Directions: Only the lines that hold "halo" should be in the answer, each copied from the data below.

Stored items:
• • • • • • •

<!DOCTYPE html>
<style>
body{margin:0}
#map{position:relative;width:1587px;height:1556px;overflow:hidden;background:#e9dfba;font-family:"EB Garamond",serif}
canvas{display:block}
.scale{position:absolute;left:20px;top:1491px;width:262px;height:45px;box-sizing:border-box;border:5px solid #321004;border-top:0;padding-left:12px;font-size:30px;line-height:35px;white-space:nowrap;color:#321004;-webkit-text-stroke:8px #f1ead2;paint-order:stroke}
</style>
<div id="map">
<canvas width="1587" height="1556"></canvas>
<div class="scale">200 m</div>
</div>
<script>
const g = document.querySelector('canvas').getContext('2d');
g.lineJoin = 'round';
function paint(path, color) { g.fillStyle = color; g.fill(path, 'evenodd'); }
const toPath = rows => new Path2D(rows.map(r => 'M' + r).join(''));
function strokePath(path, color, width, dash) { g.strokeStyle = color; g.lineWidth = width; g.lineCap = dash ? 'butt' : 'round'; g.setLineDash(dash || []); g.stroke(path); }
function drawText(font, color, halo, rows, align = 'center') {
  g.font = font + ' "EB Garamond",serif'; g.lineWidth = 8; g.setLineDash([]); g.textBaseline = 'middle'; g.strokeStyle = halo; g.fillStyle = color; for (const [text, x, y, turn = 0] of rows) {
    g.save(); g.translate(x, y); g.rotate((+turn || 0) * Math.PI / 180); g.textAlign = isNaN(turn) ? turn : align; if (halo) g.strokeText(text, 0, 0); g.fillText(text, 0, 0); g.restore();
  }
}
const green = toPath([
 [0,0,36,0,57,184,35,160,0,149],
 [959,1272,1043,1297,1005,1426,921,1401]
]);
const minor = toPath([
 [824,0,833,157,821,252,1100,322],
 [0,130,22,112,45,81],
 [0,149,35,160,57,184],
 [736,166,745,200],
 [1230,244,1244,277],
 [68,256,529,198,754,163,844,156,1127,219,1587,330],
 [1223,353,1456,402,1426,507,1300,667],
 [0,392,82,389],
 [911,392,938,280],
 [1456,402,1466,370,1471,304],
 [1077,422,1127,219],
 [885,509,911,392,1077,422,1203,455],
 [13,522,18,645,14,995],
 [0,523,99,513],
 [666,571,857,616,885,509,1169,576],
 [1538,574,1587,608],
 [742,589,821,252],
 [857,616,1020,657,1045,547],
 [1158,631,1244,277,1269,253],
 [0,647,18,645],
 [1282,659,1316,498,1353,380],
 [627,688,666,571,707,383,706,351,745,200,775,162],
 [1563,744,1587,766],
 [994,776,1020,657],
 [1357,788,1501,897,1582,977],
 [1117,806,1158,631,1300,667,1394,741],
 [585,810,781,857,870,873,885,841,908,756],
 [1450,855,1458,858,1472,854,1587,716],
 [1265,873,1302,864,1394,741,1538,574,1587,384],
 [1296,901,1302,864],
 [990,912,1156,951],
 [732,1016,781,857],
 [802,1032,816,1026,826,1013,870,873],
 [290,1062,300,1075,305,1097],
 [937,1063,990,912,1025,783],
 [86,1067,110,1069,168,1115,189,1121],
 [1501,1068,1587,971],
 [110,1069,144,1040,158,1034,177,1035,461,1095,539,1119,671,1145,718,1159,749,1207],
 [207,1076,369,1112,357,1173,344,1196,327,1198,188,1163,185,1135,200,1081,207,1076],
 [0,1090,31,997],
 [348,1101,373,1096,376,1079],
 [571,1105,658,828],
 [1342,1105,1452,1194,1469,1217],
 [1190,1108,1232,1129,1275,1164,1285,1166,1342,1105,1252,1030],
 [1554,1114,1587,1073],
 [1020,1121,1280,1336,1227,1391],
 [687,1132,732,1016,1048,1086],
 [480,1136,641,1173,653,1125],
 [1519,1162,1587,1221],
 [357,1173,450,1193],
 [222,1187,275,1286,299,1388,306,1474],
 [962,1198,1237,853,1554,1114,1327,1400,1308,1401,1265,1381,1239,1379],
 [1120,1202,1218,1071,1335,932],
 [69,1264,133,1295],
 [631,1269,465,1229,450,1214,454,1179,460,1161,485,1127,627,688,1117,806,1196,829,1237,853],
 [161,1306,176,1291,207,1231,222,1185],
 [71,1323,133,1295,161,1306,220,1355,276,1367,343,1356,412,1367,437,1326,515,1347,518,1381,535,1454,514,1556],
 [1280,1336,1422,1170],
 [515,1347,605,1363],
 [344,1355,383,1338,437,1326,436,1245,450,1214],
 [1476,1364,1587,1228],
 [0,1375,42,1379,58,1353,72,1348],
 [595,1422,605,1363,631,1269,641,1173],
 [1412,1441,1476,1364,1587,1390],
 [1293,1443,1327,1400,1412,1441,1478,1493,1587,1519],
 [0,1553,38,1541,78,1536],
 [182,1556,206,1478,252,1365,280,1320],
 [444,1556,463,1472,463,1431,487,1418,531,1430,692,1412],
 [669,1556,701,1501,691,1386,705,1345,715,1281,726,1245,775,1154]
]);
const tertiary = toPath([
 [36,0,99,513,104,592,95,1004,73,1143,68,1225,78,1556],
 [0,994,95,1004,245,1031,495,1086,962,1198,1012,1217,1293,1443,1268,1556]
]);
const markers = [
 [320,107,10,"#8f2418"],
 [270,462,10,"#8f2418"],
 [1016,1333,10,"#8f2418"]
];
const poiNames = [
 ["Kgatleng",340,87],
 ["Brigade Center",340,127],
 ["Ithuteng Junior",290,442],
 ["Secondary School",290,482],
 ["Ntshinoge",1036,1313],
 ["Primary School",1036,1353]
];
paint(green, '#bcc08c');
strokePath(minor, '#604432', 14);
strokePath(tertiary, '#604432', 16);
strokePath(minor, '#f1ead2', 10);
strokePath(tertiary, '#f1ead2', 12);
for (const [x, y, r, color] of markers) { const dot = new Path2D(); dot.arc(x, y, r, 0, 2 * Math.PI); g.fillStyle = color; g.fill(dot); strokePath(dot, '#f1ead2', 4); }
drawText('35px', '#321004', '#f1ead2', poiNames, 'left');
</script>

• • • • • • •

Task solution:
function drawText(font, color, halo, rows, align = 'center') {
  g.font = font + ' "EB Garamond",serif'; g.lineWidth = 8; g.setLineDash([]); g.textBaseline = 'middle'; g.strokeStyle = halo; g.fillStyle = color; for (const [text, x, y, turn = 0] of rows) {
    g.save(); g.translate(x, y); g.rotate((+turn || 0) * Math.PI / 180); g.textAlign = isNaN(turn) ? turn : align; if (halo) g.strokeText(text, 0, 0); g.fillText(text, 0, 0); g.restore();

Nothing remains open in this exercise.